Remark 5.4.5.11. To get a feeling for the content of Proposition 5.4.5.10, let us specialize to the case where $\operatorname{\mathcal{C}}= \operatorname{N}_{\bullet }^{\operatorname{D}}( \operatorname{\mathcal{D}})$ is the Duskin nerve of a $2$-category $\operatorname{\mathcal{D}}$. In this case, we can identify a $3$-simplex $\sigma : \Delta ^{3} \rightarrow \operatorname{\mathcal{C}}$ with a collection of objects $\{ X_ i \} _{0 \leq i \leq 3}$ of $\operatorname{\mathcal{D}}$, a collection of $1$-morphisms $\{ f_{ji}: X_ i \rightarrow X_ j \} _{0 \leq i < j \leq 3}$, and a collection of $2$-morphisms $\{ \mu _{kji}: f_{kj} \circ f_{ji} \Rightarrow f_{ki} \}$ for which the diagram

$\xymatrix@R =50pt@C=50pt{ f_{32} \circ (f_{21} \circ f_{10} ) \ar@ {=>}[rr]^-{\alpha }_{\sim } \ar@ {=>}[d]_{ \operatorname{id}_{ f_{32}} \circ \mu _{210} } & & ( f_{32} \circ f_{21} ) \circ f_{10} \ar@ {=>}[d]^{ \mu _{321} \circ \operatorname{id}_{ f_{10} }} \\ f_{32} \circ f_{20} \ar@ {=>}[dr]_{ \mu _{320} } & & f_{31} \circ f_{10} \ar@ {=>}[dl]^{ \mu _{310} } \\ & f_{30} & }$

is commutative, where $\alpha = \alpha _{f_{32}, f_{21}, f_{10} }$ is the associativity constraint for the composition of $1$-morphisms in $\operatorname{\mathcal{C}}$ (Proposition 2.3.1.9).

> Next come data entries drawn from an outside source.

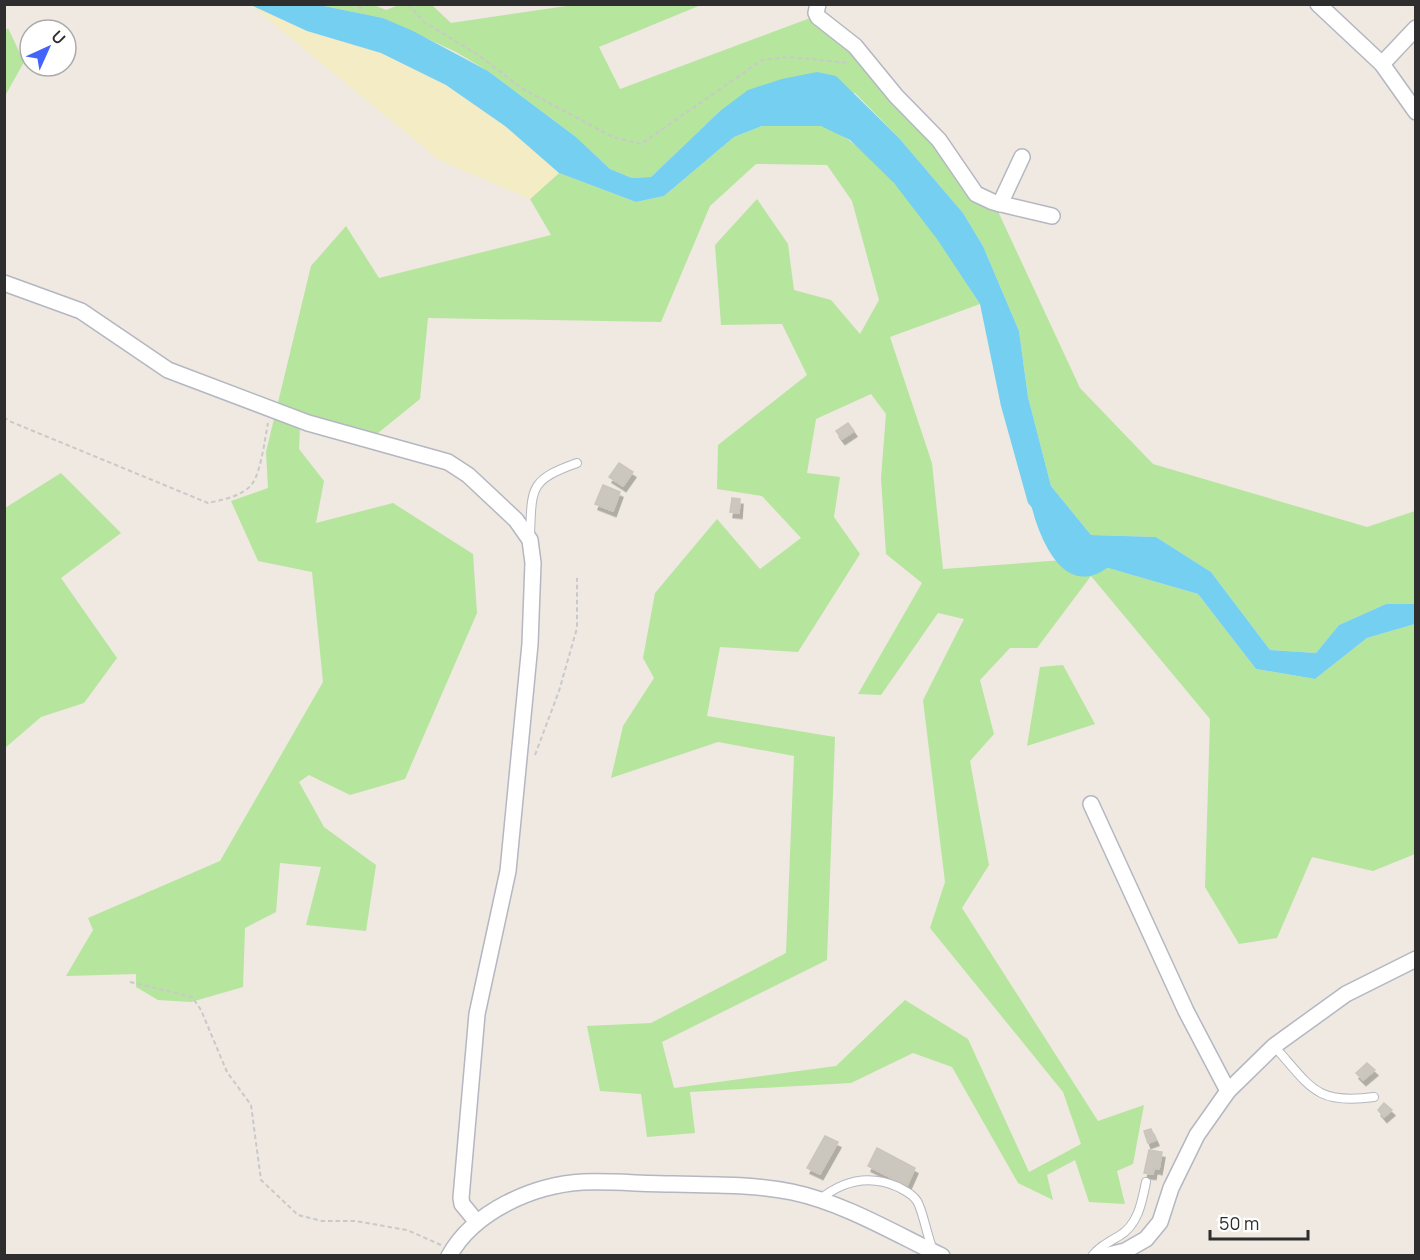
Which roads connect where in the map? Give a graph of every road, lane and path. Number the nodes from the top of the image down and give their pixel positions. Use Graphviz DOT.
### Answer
graph roads {
  1 [pos="351,4"];
  2 [pos="370,4"];
  3 [pos="408,4"];
  4 [pos="818,4"];
  5 [pos="1318,4"];
  6 [pos="1416,28"];
  7 [pos="1382,64"];
  8 [pos="871,65"];
  9 [pos="1416,112"];
  10 [pos="1022,157"];
  11 [pos="1000,204"];
  12 [pos="1052,216"];
  13 [pos="4,283"];
  14 [pos="270,409"];
  15 [pos="4,417"];
  16 [pos="577,464"];
  17 [pos="530,540"];
  18 [pos="577,578"];
  19 [pos="532,762"];
  20 [pos="1091,804"];
  21 [pos="1416,959"];
  22 [pos="130,982"];
  23 [pos="1274,1046"];
  24 [pos="1228,1090"];
  25 [pos="1374,1097"];
  26 [pos="1146,1182"];
  27 [pos="819,1200"];
  28 [pos="476,1221"];
  29 [pos="450,1252"];
  30 [pos="938,1253"];
  31 [pos="1092,1256"];
  32 [pos="1104,1256"];
  1 -- 2 [label="path"];
  3 -- 8 [label="path"];
  4 -- 8 [label="street"];
  5 -- 7 [label="street"];
  6 -- 7 [label="street"];
  7 -- 9 [label="street"];
  8 -- 11 [label="street"];
  10 -- 11 [label="street"];
  11 -- 12 [label="street"];
  13 -- 14 [label="street"];
  14 -- 15 [label="path"];
  14 -- 17 [label="street"];
  16 -- 17 [label="lane"];
  17 -- 28 [label="street"];
  18 -- 19 [label="path"];
  20 -- 24 [label="street"];
  21 -- 23 [label="street"];
  22 -- 29 [label="path"];
  23 -- 24 [label="street"];
  23 -- 25 [label="lane"];
  24 -- 32 [label="street"];
  26 -- 31 [label="lane"];
  27 -- 28 [label="street"];
  27 -- 30 [label="street"];
  27 -- 30 [label="lane"];
  28 -- 29 [label="street"];
}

The assumption that the outer faces of $\sigma$ are thin guarantees that the $2$-morphisms $\mu _{321}$ and $\mu _{210}$ are isomorphisms. In this case, Proposition 5.4.5.10 asserts that $\mu _{320}$ is an isomorphism if and only if $\mu _{310}$ is an isomorphism, which follows by inspection.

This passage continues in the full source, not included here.